As fastmongrel posted, during the Battle of France/Battle of Britain the ratio was 50% Ball, 25% AP, 25% Incendiary.

Ball ammunition was used because 

it was found to be broadly more destructive against light aircraft structure. Mostly due to a greater % of AP ammunition being deflected by aircraft skin at shallow angles
general lack of armour of German aircraft
heavier barrel wear of AP ammunition
At steep angles, of course, AP ammo was better vs. heavy fittings and naturally armour plate when (eventually) encountered. Incendiary was in low proportion due to the general unreliability of the type, and the RAF couldn't justify removing reliable ammo with a type that might not do its job in any particular burst.

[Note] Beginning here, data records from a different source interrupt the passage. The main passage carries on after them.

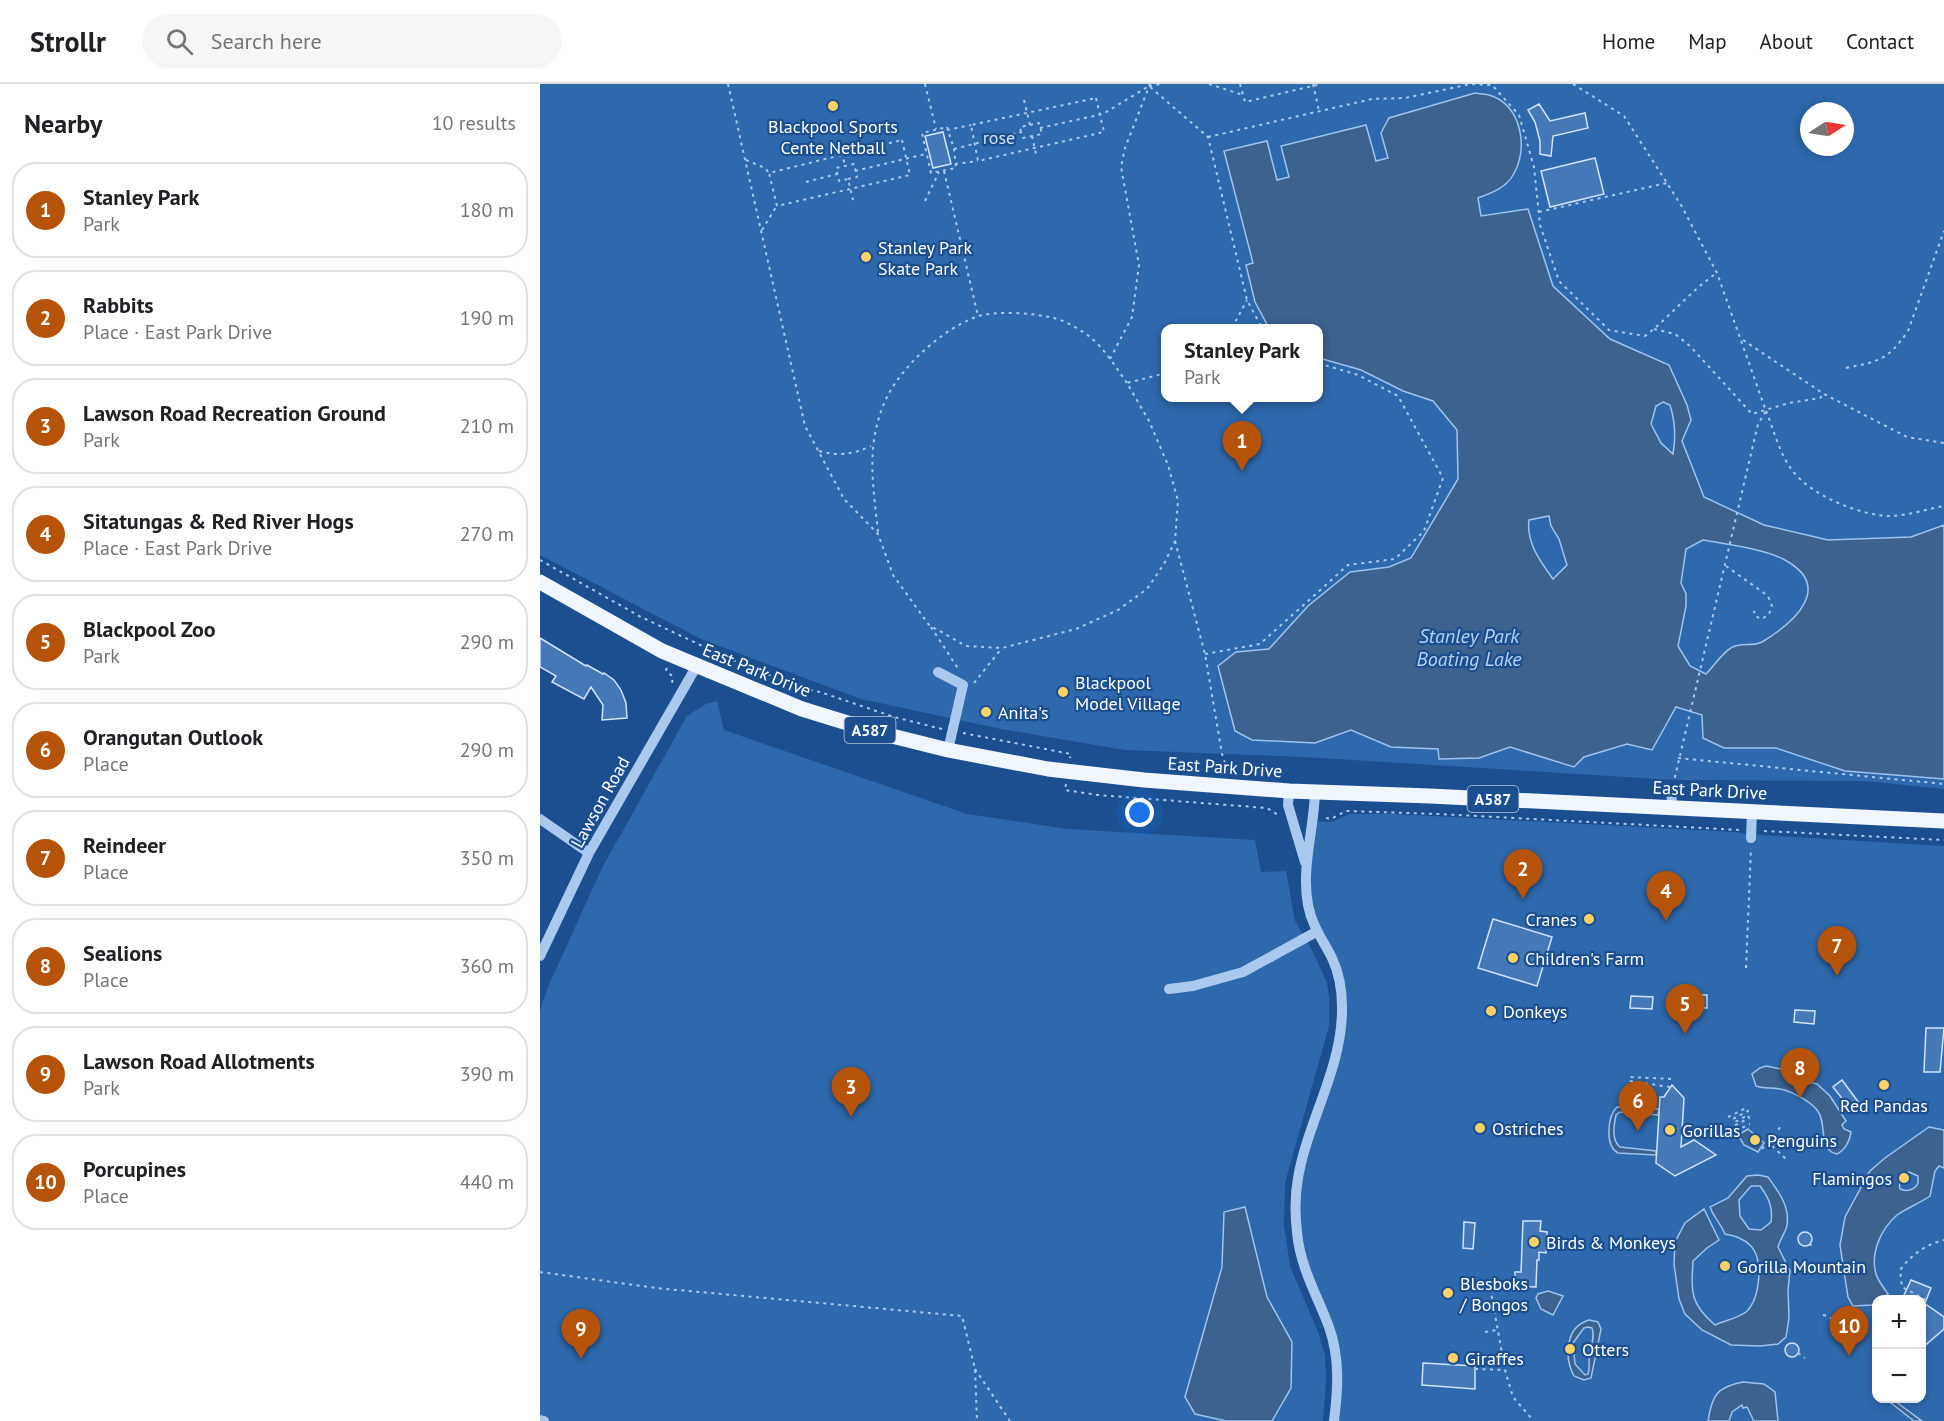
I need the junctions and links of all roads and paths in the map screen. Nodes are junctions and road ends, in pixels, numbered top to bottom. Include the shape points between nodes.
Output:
1 (729, 84) edge
2 (925, 84) edge
3 (1161, 84) edge
4 (1209, 84) edge
5 (1240, 84) edge
6 (1321, 84) edge
7 (1573, 84) edge
8 (1150, 85) edge
9 (1313, 85) edge
10 (1492, 85) edge
11 (1243, 95) junction
12 (1024, 100) dead end
13 (1319, 112) junction
14 (1027, 113) junction
15 (1100, 114) junction
16 (971, 125) junction
17 (1030, 125) junction
18 (1040, 128) junction
19 (936, 129) junction
20 (947, 130) junction
21 (1021, 132) junction
22 (1032, 136) junction
23 (1208, 137) junction
24 (975, 143) junction
25 (840, 145) dead end
26 (1035, 148) junction
27 (954, 149) junction
28 (842, 154) junction
29 (926, 154) junction
30 (1036, 154) dead end
31 (906, 159) junction
32 (746, 160) junction
33 (978, 161) junction
34 (955, 164) junction
35 (845, 166) junction
36 (855, 171) junction
37 (944, 171) junction
38 (939, 172) junction
39 (770, 173) junction
40 (837, 174) junction
41 (848, 179) junction
42 (806, 182) dead end
43 (1667, 183) junction
44 (851, 190) junction
45 (853, 200) dead end
46 (925, 201) dead end
47 (777, 206) junction
48 (1539, 212) junction
49 (762, 230) junction
50 (1944, 231) edge
51 (1717, 273) junction
52 (1247, 300) junction
53 (978, 316) junction
54 (1234, 324) edge
55 (1260, 324) edge
56 (1654, 329) junction
57 (1741, 339) junction
58 (1110, 358) junction
59 (1323, 364) edge
60 (1846, 368) dead end
61 (1161, 374) edge
62 (1126, 383) junction
63 (1824, 394) junction
64 (1766, 411) junction
65 (1944, 442) edge
66 (872, 446) junction
67 (819, 451) junction
68 (1944, 506) edge
69 (878, 534) junction
70 (1175, 541) junction
71 (540, 560) edge
72 (1725, 566) junction
73 (540, 582) edge
74 (1754, 611) dead end
75 (929, 625) junction
76 (682, 636) junction
77 (679, 641) dead end
78 (1002, 648) junction
79 (1205, 654) junction
80 (696, 667) junction
81 (666, 670) dead end
82 (959, 670) dead end
83 (938, 672) dead end
84 (671, 685) dead end
85 (971, 687) dead end
86 (945, 729) dead end
87 (960, 733) dead end
88 (948, 750) junction
89 (1071, 754) dead end
90 (1678, 758) junction
91 (1227, 766) dead end
92 (1944, 784) edge
93 (1065, 790) dead end
94 (1289, 791) junction
95 (1316, 792) junction
96 (1671, 801) junction
97 (1752, 812) junction
98 (1286, 817) dead end
99 (1322, 818) dead end
100 (540, 819) edge
101 (1944, 821) edge
102 (1752, 833) junction
103 (1944, 840) edge
104 (589, 853) junction
105 (1306, 866) junction
106 (1316, 932) junction
107 (540, 956) edge
108 (1746, 968) dead end
109 (1169, 989) dead end
110 (1672, 1079) dead end
111 (1670, 1087) dead end
112 (1750, 1124) dead end
113 (1734, 1126) junction
114 (1781, 1126) dead end
115 (1774, 1136) dead end
116 (1798, 1137) dead end
117 (1795, 1148) dead end
118 (1762, 1149) dead end
119 (1788, 1161) dead end
120 (1944, 1240) edge
121 (1809, 1244) dead end
122 (1815, 1247) dead end
123 (540, 1272) edge
124 (1489, 1281) dead end
125 (1917, 1295) edge
126 (1823, 1314) dead end
127 (1497, 1330) junction
128 (1485, 1332) dead end
129 (1872, 1332) edge
130 (1798, 1353) dead end
131 (1805, 1358) dead end
132 (1475, 1368) dead end
133 (975, 1369) junction
134 (1505, 1370) junction
135 (1532, 1419) dead end
136 (977, 1421) edge
137 (1010, 1421) edge
138 (1334, 1421) edge

1 - 32 path
2 - 19 path
3 - 8 path
4 - 11 path
5 - 11 path
6 - 9 path
7 - 43 path via 1624,116
8 - 15 path
8 - 23 path
8 - 58 path via 1121,167 1139,265 1132,317
9 - 11 path via 1245,102
9 - 13 path
10 - 13 path via 1471,84 1405,98 1372,99
10 - 48 path via 1519,115 1534,167
12 - 14 path
13 - 23 path
14 - 15 path via 1096,98
14 - 16 path
14 - 17 path
15 - 18 path
15 - 26 path via 1104,132
16 - 20 path
16 - 24 path
17 - 18 path via 1039,123
17 - 21 path via 1020,127
18 - 22 path via 1042,134
19 - 20 path
19 - 29 path via 922,133
20 - 27 path
21 - 22 path via 1023,138
21 - 24 path
22 - 26 path
23 - 52 path
24 - 27 path
24 - 33 path
25 - 28 path
26 - 30 path
26 - 33 path
27 - 34 path
28 - 31 path via 902,140
28 - 35 path
28 - 39 path
29 - 31 path
29 - 38 path via 931,174
31 - 36 path
31 - 44 path via 910,176
32 - 39 path
32 - 49 path
33 - 34 path
34 - 37 path via 956,168
35 - 36 path via 854,164
35 - 40 path via 836,168
36 - 41 path via 857,177
37 - 38 path
37 - 53 path
38 - 46 path
39 - 47 path
40 - 41 path via 839,181
40 - 42 path
41 - 44 path
43 - 48 path
43 - 51 path
44 - 45 path
44 - 47 path
47 - 49 path
48 - 56 path via 1559,281 1609,330 1646,336
49 - 67 path via 805,426
50 - 60 path via 1908,331 1891,353 1875,362
51 - 56 path
51 - 57 path
52 - 54 path
52 - 55 path
53 - 58 path via 1016,313 1055,318 1087,335
53 - 66 path via 942,334 909,365 887,397
56 - 64 path via 1675,334 1690,346 1752,414
57 - 63 path
57 - 64 path
58 - 62 path
59 - 79 path via 1358,375 1398,396 1443,478 1424,531 1395,559 1348,565 1260,644
61 - 62 path
62 - 70 path via 1149,421 1168,465 1178,501
63 - 64 path via 1820,399
63 - 65 path via 1907,437
64 - 68 path via 1791,470 1814,489 1866,514 1892,516
64 - 72 path via 1758,424
66 - 67 path via 845,455
66 - 69 path
67 - 69 path via 844,499
69 - 75 path via 893,575
70 - 78 path via 1147,589 1118,610 1076,629
70 - 79 path
71 - 76 path, East Park Drive
72 - 74 path via 1767,596 1772,606 1769,614 1762,620
72 - 90 path
73 - 80 main road, East Park Drive / A587
75 - 78 path via 966,646
75 - 82 path
76 - 77 path
76 - 86 path, East Park Drive via 802,688
78 - 85 path
79 - 91 path
80 - 88 main road, East Park Drive / A587 via 802,709
80 - 104 street, Lawson Road
81 - 84 path via 673,677
83 - 88 street via 963,685
87 - 89 path
88 - 94 main road, East Park Drive / A587 via 1068,772
90 - 92 path
90 - 96 path
93 - 98 path, East Park Drive via 1267,808
94 - 95 main road, East Park Drive / A587
94 - 105 street via 1288,804
95 - 96 main road, East Park Drive / A587
95 - 105 street
96 - 97 main road, East Park Drive / A587
97 - 101 main road, East Park Drive / A587
97 - 102 street
99 - 102 path via 1357,811
100 - 104 street
102 - 103 path
102 - 108 path
104 - 107 street, Lawson Road
105 - 106 street via 1308,904
106 - 109 street via 1243,972
106 - 138 street via 1333,960 1342,1008 1333,1068 1298,1178 1297,1233 1302,1260 1335,1350 1338,1373
110 - 111 path via 1630,1077 1630,1081
112 - 113 path via 1737,1130
113 - 113 path via 1729,1117 1746,1108 1748,1111 1733,1119 1735,1122 1748,1115 1749,1118
114 - 115 path
116 - 117 path
118 - 119 path via 1768,1142
120 - 125 path via 1910,1256 1900,1270 1902,1287
121 - 122 path
123 - 133 path via 656,1288 962,1317
124 - 127 path
126 - 129 path via 1862,1332
127 - 128 path
127 - 134 path
130 - 131 path
132 - 134 path
133 - 136 path
133 - 137 path
134 - 135 path via 1513,1397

After the Battle of Britain the RAF used a 50:50 AP:Incendiary ratio to meet the Luftwaffe's new armour and to take advantage of their new, better performing Mk.VI 'de Wilde' Incendiary.

Tracer was never part of a standard loading for Fighter Command except for a short period in 1939 when trouble was experienced with the Browning and the Mk.IV Incendiary.

All RAF ammunition used nitro cellulose (designated with a 'z' postfix, eg: .303 Mk.VIIz Ball), and didn't use the Mk.VIII round.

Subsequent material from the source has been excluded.